Since becoming an agrarian society, we’ve known that growing food successfully depends on climate stability. Not enough water, crops wither and die. Too much, they rot. Beyond this, we know that crops have specific climatic requirements. Wheat, for instance, grows best in a dry, mild climate. Stone fruits like cherries need a minimum number of “chill hours” in order to blossom and later fruit. Intense heat disrupts pollination and can even shut down photosynthesis. These are basic parameters. If we continue to disregard them, food will become more scarce over time and we will go hungry. Indeed, as the National Climate Assessment, the government’s 1,146-page report released earlier this week states: “The rising incidence of weather extremes will have increasingly negative impacts on crop and livestock productivity because critical thresholds are already being exceeded.”

Agriculture, positioned as it is at the intersection of food and climate, presents a unique fulcrum. Pushed in the direction of industrial agriculture, it contributes egregiously to our climate problem: As activist Bill McKibben has noted, industrial agriculture — predominant in the U.S. — “essentially insures that your food is marinated in crude oil before you eat it.” This is because at every step, from the production of fertilizers and pesticides to the harvesting, processing, packaging, and transporting of materials, the industrial food system depends on climate-changing fossil fuels. Indeed, in a new report on climate change and food systems, the agriculture research organization CGIAR concluded that our global food system is responsible for nearly a third of all greenhouse gas emissions.

But we can tip the scale in the other direction toward sustainable agriculture, working in concert with natural systems instead of depleting them. This side of the scale presents an elegant, under-recognized opportunity to stabilize the climate. Not only do agro-ecological, organic and other sustainable farming methods emit significantly less greenhouse gas (GHG) overall, they can also sequester or store excess carbon. Given our long list of existing environmental worries — erosion, polluted watersheds, dead zones in the Gulf of Mexico — strengthening our top soil is a lot smarter than loading it up with nitrogen and washing it down the Mississippi.

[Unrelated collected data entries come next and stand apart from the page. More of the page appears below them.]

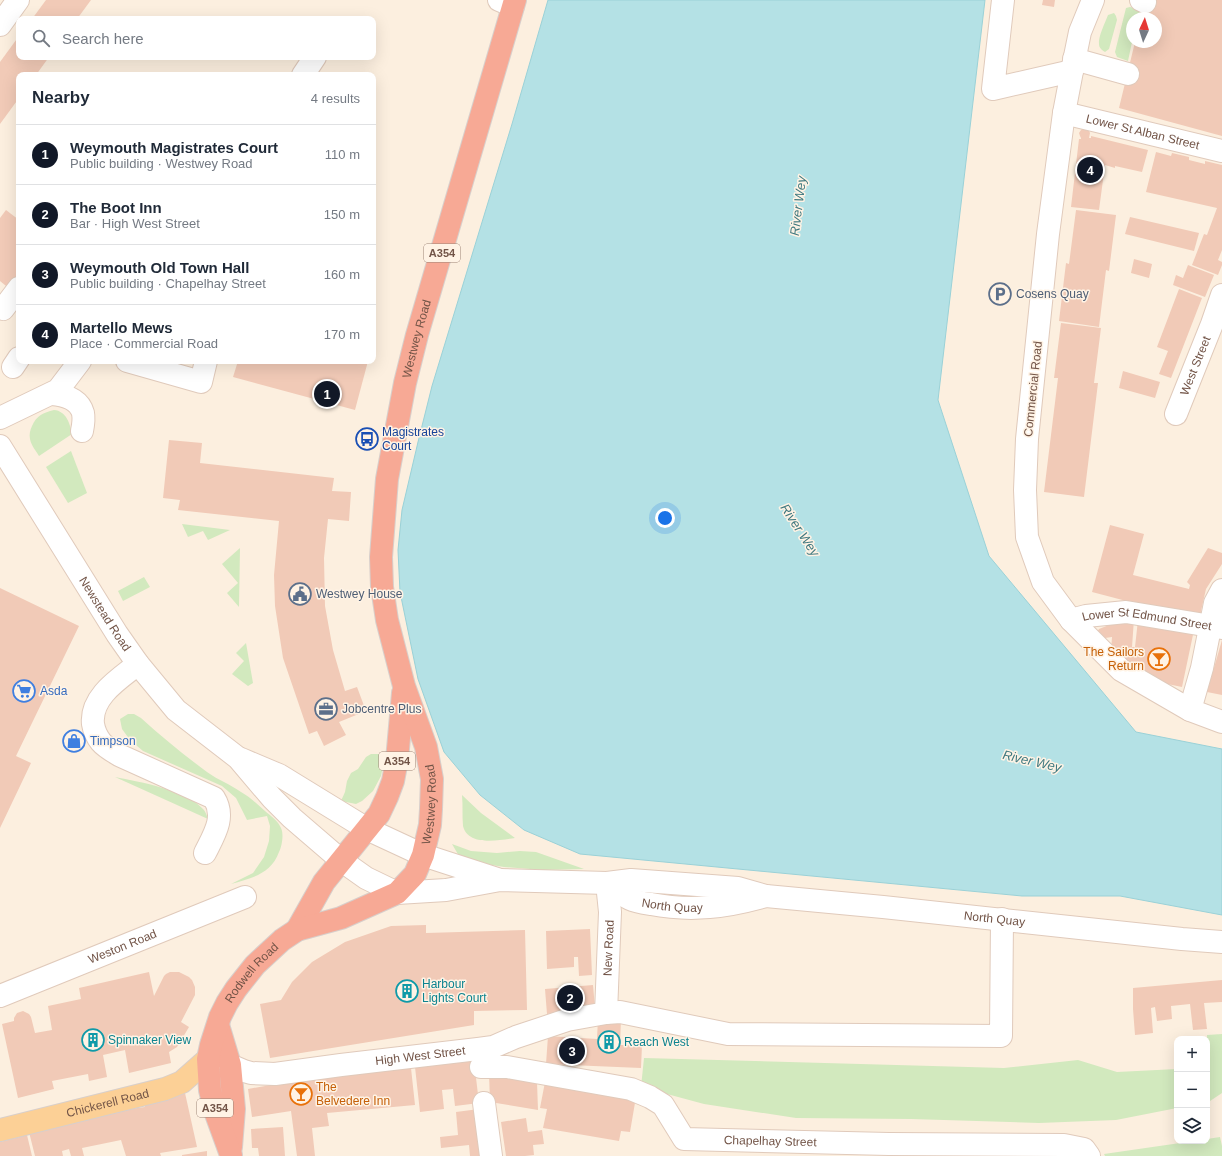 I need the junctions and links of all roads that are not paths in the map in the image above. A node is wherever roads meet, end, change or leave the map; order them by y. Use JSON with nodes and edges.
{"nodes":[{"id":1,"x":18,"y":0,"type":"edge"},
{"id":2,"x":1003,"y":0,"type":"edge"},
{"id":3,"x":1093,"y":0,"type":"edge"},
{"id":4,"x":509,"y":2,"type":"edge"},
{"id":5,"x":0,"y":24,"type":"edge"},
{"id":6,"x":313,"y":60,"type":"edge"},
{"id":7,"x":1073,"y":65,"type":"junction"},
{"id":8,"x":305,"y":72,"type":"edge"},
{"id":9,"x":1128,"y":74,"type":"dead end"},
{"id":10,"x":1064,"y":113,"type":"junction"},
{"id":11,"x":1222,"y":151,"type":"edge"},
{"id":12,"x":16,"y":292,"type":"edge"},
{"id":13,"x":1222,"y":295,"type":"edge"},
{"id":14,"x":0,"y":308,"type":"edge"},
{"id":15,"x":78,"y":364,"type":"edge"},
{"id":16,"x":138,"y":364,"type":"edge"},
{"id":17,"x":205,"y":364,"type":"edge"},
{"id":18,"x":52,"y":394,"type":"junction"},
{"id":19,"x":1176,"y":414,"type":"dead end"},
{"id":20,"x":0,"y":418,"type":"edge"},
{"id":21,"x":82,"y":431,"type":"dead end"},
{"id":22,"x":0,"y":446,"type":"edge"},
{"id":23,"x":1222,"y":590,"type":"edge"},
{"id":24,"x":1071,"y":620,"type":"junction"},
{"id":25,"x":1216,"y":627,"type":"edge"},
{"id":26,"x":138,"y":664,"type":"junction"},
{"id":27,"x":404,"y":686,"type":"junction"},
{"id":28,"x":1190,"y":710,"type":"junction"},
{"id":29,"x":1222,"y":722,"type":"edge"},
{"id":30,"x":238,"y":758,"type":"junction"},
{"id":31,"x":367,"y":830,"type":"junction"},
{"id":32,"x":205,"y":853,"type":"dead end"},
{"id":33,"x":423,"y":855,"type":"junction"},
{"id":34,"x":342,"y":861,"type":"junction"},
{"id":35,"x":500,"y":880,"type":"junction"},
{"id":36,"x":607,"y":883,"type":"junction"},
{"id":37,"x":397,"y":893,"type":"junction"},
{"id":38,"x":245,"y":898,"type":"dead end"},
{"id":39,"x":1002,"y":919,"type":"junction"},
{"id":40,"x":297,"y":930,"type":"junction"},
{"id":41,"x":1222,"y":942,"type":"edge"},
{"id":42,"x":0,"y":996,"type":"edge"},
{"id":43,"x":606,"y":1013,"type":"junction"},
{"id":44,"x":218,"y":1025,"type":"junction"},
{"id":45,"x":208,"y":1059,"type":"junction"},
{"id":46,"x":230,"y":1065,"type":"junction"},
{"id":47,"x":481,"y":1067,"type":"dead end"},
{"id":48,"x":484,"y":1104,"type":"dead end"},
{"id":49,"x":0,"y":1130,"type":"edge"},
{"id":50,"x":1087,"y":1152,"type":"edge"},
{"id":51,"x":231,"y":1155,"type":"edge"},
{"id":52,"x":491,"y":1156,"type":"edge"}],
"edges":[{"from":1,"to":5,"type":"street"},
{"from":2,"to":7,"type":"street"},
{"from":3,"to":7,"type":"street","name":"Commercial Road"},
{"from":4,"to":27,"type":"highway","name":"Westwey Road","number":"A354"},
{"from":6,"to":8,"type":"street"},
{"from":7,"to":9,"type":"street"},
{"from":7,"to":10,"type":"street","name":"Commercial Road"},
{"from":10,"to":11,"type":"street","name":"Lower St Alban Street"},
{"from":10,"to":24,"type":"street","name":"Commercial Road"},
{"from":12,"to":14,"type":"street"},
{"from":13,"to":19,"type":"street","name":"West Street"},
{"from":15,"to":18,"type":"street"},
{"from":16,"to":17,"type":"street"},
{"from":18,"to":20,"type":"street"},
{"from":18,"to":21,"type":"street"},
{"from":22,"to":26,"type":"street","name":"Newstead Road"},
{"from":23,"to":25,"type":"street"},
{"from":24,"to":25,"type":"street","name":"Lower St Edmund Street"},
{"from":24,"to":28,"type":"street","name":"Commercial Road"},
{"from":25,"to":28,"type":"street"},
{"from":26,"to":30,"type":"street","name":"Newstead Road"},
{"from":26,"to":32,"type":"street"},
{"from":27,"to":31,"type":"highway","name":"Westwey Road","number":"A354"},
{"from":27,"to":33,"type":"highway","name":"Westwey Road","number":"A354"},
{"from":28,"to":29,"type":"street","name":"Commercial Road"},
{"from":30,"to":31,"type":"street","name":"Newstead Road"},
{"from":30,"to":34,"type":"street","name":"Newstead Road"},
{"from":31,"to":33,"type":"street","name":"Newstead Road"},
{"from":31,"to":34,"type":"highway","number":"A354"},
{"from":33,"to":35,"type":"street","name":"North Quay"},
{"from":33,"to":37,"type":"highway","number":"A354"},
{"from":34,"to":37,"type":"street","name":"Newstead Road"},
{"from":34,"to":40,"type":"highway","name":"Rodwell Road","number":"A354"},
{"from":35,"to":36,"type":"street","name":"North Quay"},
{"from":35,"to":37,"type":"street","name":"North Quay"},
{"from":36,"to":39,"type":"street","name":"North Quay"},
{"from":36,"to":43,"type":"street","name":"New Road"},
{"from":37,"to":40,"type":"highway","name":"Rodwell Road","number":"A354"},
{"from":38,"to":42,"type":"street","name":"Weston Road"},
{"from":39,"to":41,"type":"street","name":"North Quay"},
{"from":39,"to":43,"type":"street","name":"High West Street"},
{"from":40,"to":44,"type":"highway","name":"Rodwell Road","number":"A354"},
{"from":43,"to":46,"type":"street","name":"High West Street"},
{"from":44,"to":45,"type":"highway","name":"Rodwell Road","number":"A354"},
{"from":44,"to":46,"type":"highway","name":"Rodwell Road","number":"A354"},
{"from":45,"to":49,"type":"main road","name":"Chickerell Road"},
{"from":45,"to":51,"type":"highway","name":"Rodwell Road","number":"A354"},
{"from":46,"to":51,"type":"highway","name":"Rodwell Road","number":"A354"},
{"from":47,"to":50,"type":"street","name":"Chapelhay Street"},
{"from":48,"to":52,"type":"street"}]}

Sustainable agriculture not only recaptures GHG, it eliminates the need for synthetic fertilizers like manufactured nitrogen which emits nitrous oxide. According to the EPA, agriculture is directly responsible for 68% of U.S. nitrous oxide emissions (a potent GHG; each molecule has 310 times the atmospheric warming potential of one molecule of carbon dioxide). By favoring biodiversity, productivity, resource efficiency and resilience — sustainable agriculture also offers tangible benefits like cleaner water, preserved wildlife habitat, and reduced exposure to pesticides.

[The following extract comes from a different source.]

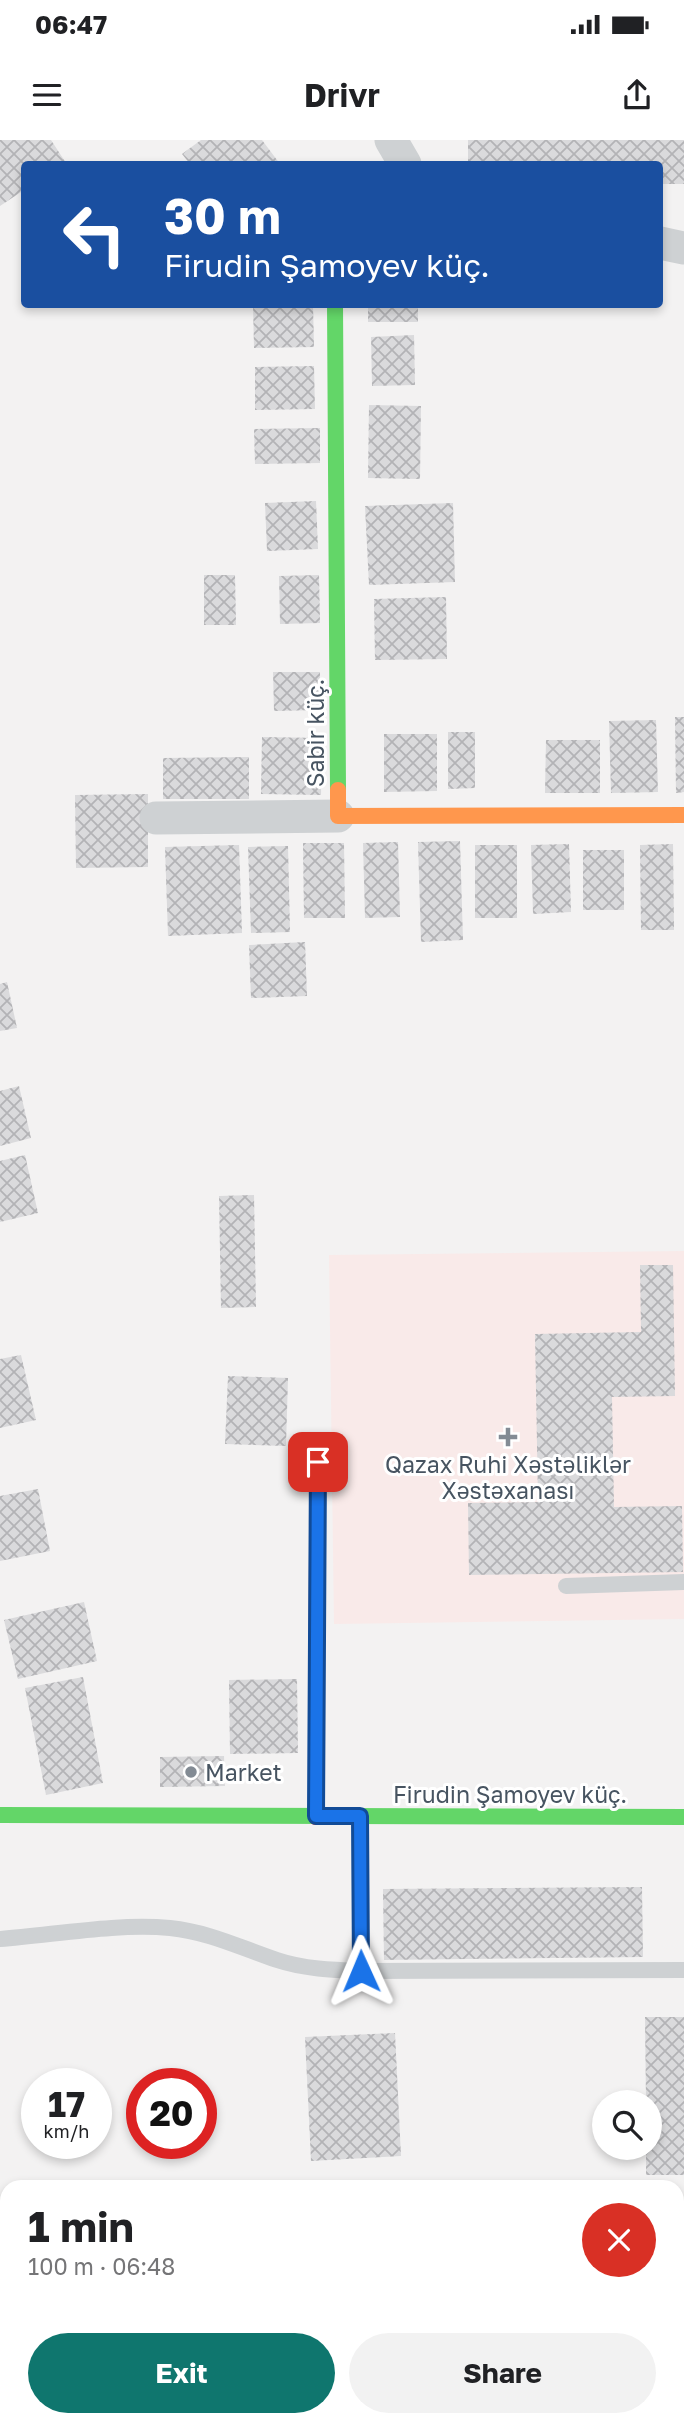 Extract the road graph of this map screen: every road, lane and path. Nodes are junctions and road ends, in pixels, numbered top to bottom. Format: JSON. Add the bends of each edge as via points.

Despite these obvious advantages, sustainable systems are often dismissed as backward or as some romanticized fantasy, particularly by multi-national chemical companies with a vested interest in maintaining the industrial system. In reality these low-impact methods of farming are rooted in the realities of local climate and culture and provide promising models of resilience. Consider, for instance, Angelic Organics, a biodynamic farm in north central Illinois: it grows more than 55 different crops on 100 acres while using cover crops that sequester atmospheric carbon in the soil, harvest nitrogen from the air, protect the soil from erosion, and provide habitats for beneficial insects. Examples of such productivity combined with critical ecosystem services can be found all over the country and on every continent. Most importantly, a 2009 scientific report known as the International Assessment of Agricultural Knowledge, Science and Technology for Development (IAASTD) concluded that sustainable agriculture is, in fact, more resilient in the face of climate change than industrial mono-cropping — the mile after mile of corn and soy that now dominates our farming states.

Imagine what we could do for the climate if instead of blanketing 30 percent of the nation’s farmland with a single industrial crop (corn), the U.S. were to create a thriving network of rural farms and urban gardens. To tip the climate scale in our favor we need the energetic,good food movement to care as much about politics as peaches. By flexing its growing political muscle, the movement can support legislation that promotes research and training in sustainable agricultural practices. These practices mitigate climate change and put good food on our tables. Legions of young people who understand the climate change imperative are turning to agriculture. As a country we must make it as easy as possible for them to pursue careers in sustainable farming, and support them with forward-looking agriculture policies that are grounded in the climate reality of 2013.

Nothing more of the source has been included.